Treatment of Inflammatory Bowel Disease

Cannabosides for Treatment of Inflammatory Bowel Disease

Independent clinical trial results suggest that cannabinoids will help induce remission in Crohn’s disease patients, even in patients who are heavily medicated and have not responded to corticosteroids, anti-TNF-alpha drugs (Remicade, Humira, etc.), or immunomodulators. In an independently-conducted and placebo-controlled trial, with an 8 week course of treatment, 45% of of these drug-resistant patients went into remission, and there was a statistically significant change in their Crohn’s Disease Activity Index (CDAI). The vast majority of inflammatory bowel disease (IBD) patients using cannabis report symptomatic relief, including 84% that report improvement of visceral pain, and 77% that report improvement in abdominal cramping.

Approximately 1.4 million Americans are affected by inflammatory bowel diseases, including Crohn’s disease and ulcerative colitis. Most patients are diagnosed before age 30 and require life-long treatment. Many different classes of drugs are used to treat IBD, including corticosteroids, immunosuppressants, biologics, and antibiotics, as well as drugs that relieve the symptoms of disease such as diarrhea, constipation, and pain. A market research report by Visiongain predicts that in 2017 drug revenues for treatment of IBD will reach $9.6 billion.

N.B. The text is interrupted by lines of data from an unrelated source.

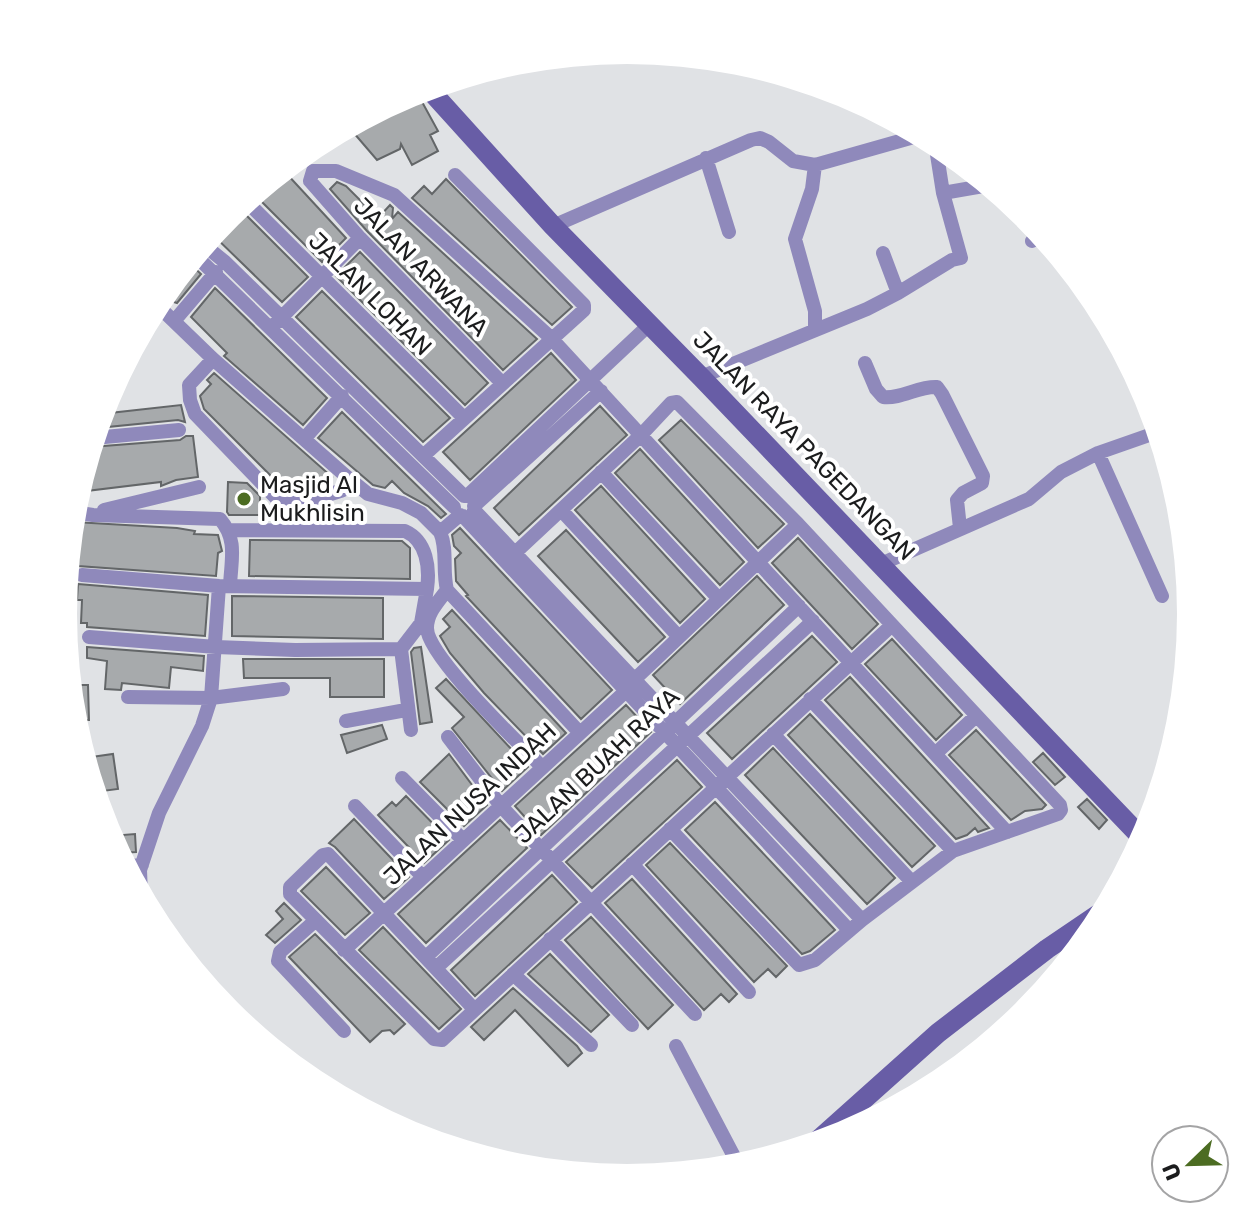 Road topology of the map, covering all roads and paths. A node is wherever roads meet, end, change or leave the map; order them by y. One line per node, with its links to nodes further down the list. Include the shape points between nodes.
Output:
1 (437, 98): 10 (street, JALAN RAYA PAGEDANGAN)
2 (905, 140): 5 (street)
3 (706, 158): 5 (street, via 760,138 793,161); 10 (street); 11 (street)
4 (938, 161): 8 (street)
5 (815, 165): 23 (street, via 795,239 815,311)
6 (455, 175): 24 (street, via 584,305)
7 (974, 188): 8 (street)
8 (943, 193): 18 (street, via 961,258)
9 (254, 209): 17 (street, JALAN LOHAN)
10 (553, 226): 22 (street, JALAN RAYA PAGEDANGAN)
11 (729, 232)
12 (360, 238): 17 (street); 24 (street, JALAN ARWANA, via 310,181 313,171 326,169 394,195); 28 (street, JALAN ARWANA)
13 (211, 253): 21 (street)
14 (883, 253): 18 (street)
15 (204, 262): 16 (street)
16 (216, 272): 20 (street); 21 (street)
17 (322, 277): 21 (street); 31 (street, JALAN LOHAN)
18 (898, 293): 23 (street)
19 (167, 313): 20 (street)
20 (175, 320): 25 (street)
21 (277, 322): 30 (street); 38 (street)
22 (650, 324): 27 (street, JALAN RAYA PAGEDANGAN); 29 (street)
23 (815, 330): 27 (street)
24 (551, 338): 28 (street); 29 (street)
25 (213, 359): 36 (street); 40 (street, via 189,385 195,414 278,500 307,502 343,490)
26 (865, 363): 47 (street, via 883,397 924,387 937,387 942,394 983,476 982,483 957,500)
27 (701, 377): 52 (street, JALAN RAYA PAGEDANGAN)
28 (502, 383): 31 (street)
29 (595, 386): 33 (street); 42 (street)
30 (342, 396): 36 (street); 42 (street)
31 (464, 418): 38 (street)
32 (179, 430): 35 (street)
33 (641, 435): 39 (street); 46 (street, via 671,403 682,405); 51 (street)
34 (1147, 436): 37 (street)
35 (106, 437)
36 (304, 439): 40 (street)
37 (1098, 453): 47 (street, via 1061,472 1029,499); 57 (street)
38 (423, 456): 42 (street)
39 (601, 472): 43 (street); 58 (street)
40 (347, 477): 49 (street, via 368,494 421,513)
41 (199, 487): 45 (street)
42 (465, 507): 49 (street); 50 (street); 67 (street)
43 (561, 510): 50 (street); 63 (street)
44 (87, 514): 45 (street)
45 (93, 515): 48 (street, via 220,519)
46 (798, 524): 51 (street, JALAN NUSA INDAH); 61 (street)
47 (960, 528): 52 (street)
48 (229, 530): 54 (street); 55 (street, via 405,531 426,554)
49 (440, 532): 56 (street)
50 (516, 552): 67 (street)
51 (758, 562): 58 (street, JALAN NUSA INDAH); 59 (street)
52 (881, 564): 88 (street, JALAN RAYA PAGEDANGAN)
53 (82, 575): 54 (street)
54 (224, 586): 55 (street); 64 (street)
55 (427, 589): 65 (street, via 421,623)
56 (447, 590): 77 (street); 82 (street, via 429,615 428,640)
57 (1162, 596)
58 (719, 599): 63 (street, JALAN NUSA INDAH)
59 (799, 606): 60 (street); 75 (street, JALAN BUAH RAYA)
60 (813, 621): 66 (street); 80 (street, JALAN BUAH RAYA)
61 (891, 626): 66 (street); 73 (street)
62 (89, 637): 64 (street)
63 (679, 637): 67 (street, JALAN NUSA INDAH)
64 (216, 647): 65 (street); 70 (street)
65 (401, 649): 72 (street)
66 (851, 662): 71 (street); 81 (street)
67 (630, 685): 75 (street); 77 (street, JALAN NUSA INDAH)
68 (283, 689): 70 (street)
69 (128, 697): 70 (street)
70 (211, 698): 97 (street, via 159,813)
71 (810, 699): 78 (street); 93 (street)
72 (406, 710): 74 (street); 76 (street)
73 (976, 716): 81 (street); 90 (street, via 1060,805 1058,814)
74 (346, 721)
75 (670, 727): 80 (street); 92 (street, JALAN BUAH RAYA)
76 (411, 730)
77 (580, 733): 82 (street, JALAN NUSA INDAH)
78 (773, 734): 83 (street); 100 (street)
79 (448, 737): 87 (street)
80 (682, 741): 83 (street); 85 (street); 94 (street, JALAN BUAH RAYA)
81 (935, 754): 90 (street)
82 (542, 767): 87 (street, JALAN NUSA INDAH)
83 (727, 776): 85 (street); 104 (street)
84 (402, 778): 91 (street)
85 (715, 787): 89 (street); 106 (street)
86 (355, 806): 99 (street)
87 (501, 806): 91 (street, JALAN NUSA INDAH); 92 (street)
88 (1133, 828)
89 (670, 829): 95 (street); 106 (street, via 799,965 815,960)
90 (1007, 832): 93 (street)
91 (463, 840): 99 (street, JALAN NUSA INDAH)
92 (541, 849): 94 (street); 109 (street, JALAN BUAH RAYA)
93 (953, 851): 100 (street)
94 (552, 861): 101 (street); 109 (street, JALAN BUAH RAYA)
95 (632, 864): 101 (street); 111 (street)
96 (138, 865): 97 (street)
97 (142, 865): 98 (street)
98 (142, 872)
99 (423, 877): 102 (street, JALAN NUSA INDAH)
100 (912, 882): 104 (street)
101 (590, 902): 107 (street); 113 (street)
102 (384, 913): 103 (street, via 325,854 288,891); 108 (street, JALAN NUSA INDAH); 109 (street)
103 (316, 920): 108 (street); 115 (street, via 280,952 278,961)
104 (862, 920): 106 (street)
105 (1078, 928): 118 (street, via 938,1033)
106 (849, 930)
107 (550, 939): 110 (street); 114 (street)
108 (344, 950): 112 (street, via 434,1039 444,1038)
109 (431, 963): 112 (street)
110 (513, 974): 112 (street); 116 (street)
111 (749, 992)
112 (474, 1009)
113 (695, 1014)
114 (632, 1025)
115 (344, 1031)
116 (591, 1045)
117 (676, 1046): 119 (street)
118 (840, 1121)
119 (732, 1153)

The ultimate goal of clinical treatment of IBD is to obtain complete disease control and to stop disease progression. This includes remission of disease without use of steroids or opiates, normalization of inflammatory markers in the blood, and also healing of the mucosal lining of the gastrointestinal tract, which typically leads to better clinical outcomes, reduced healthcare costs, and an improved quality of life.

 

 

“In this trial, cannabis induced clinical remission in 50% of patients. Taking into account that our participants had longstanding Crohn’s disease, with 80% nonresponse or intolerance to anti–TNF-a, this result is impressive.”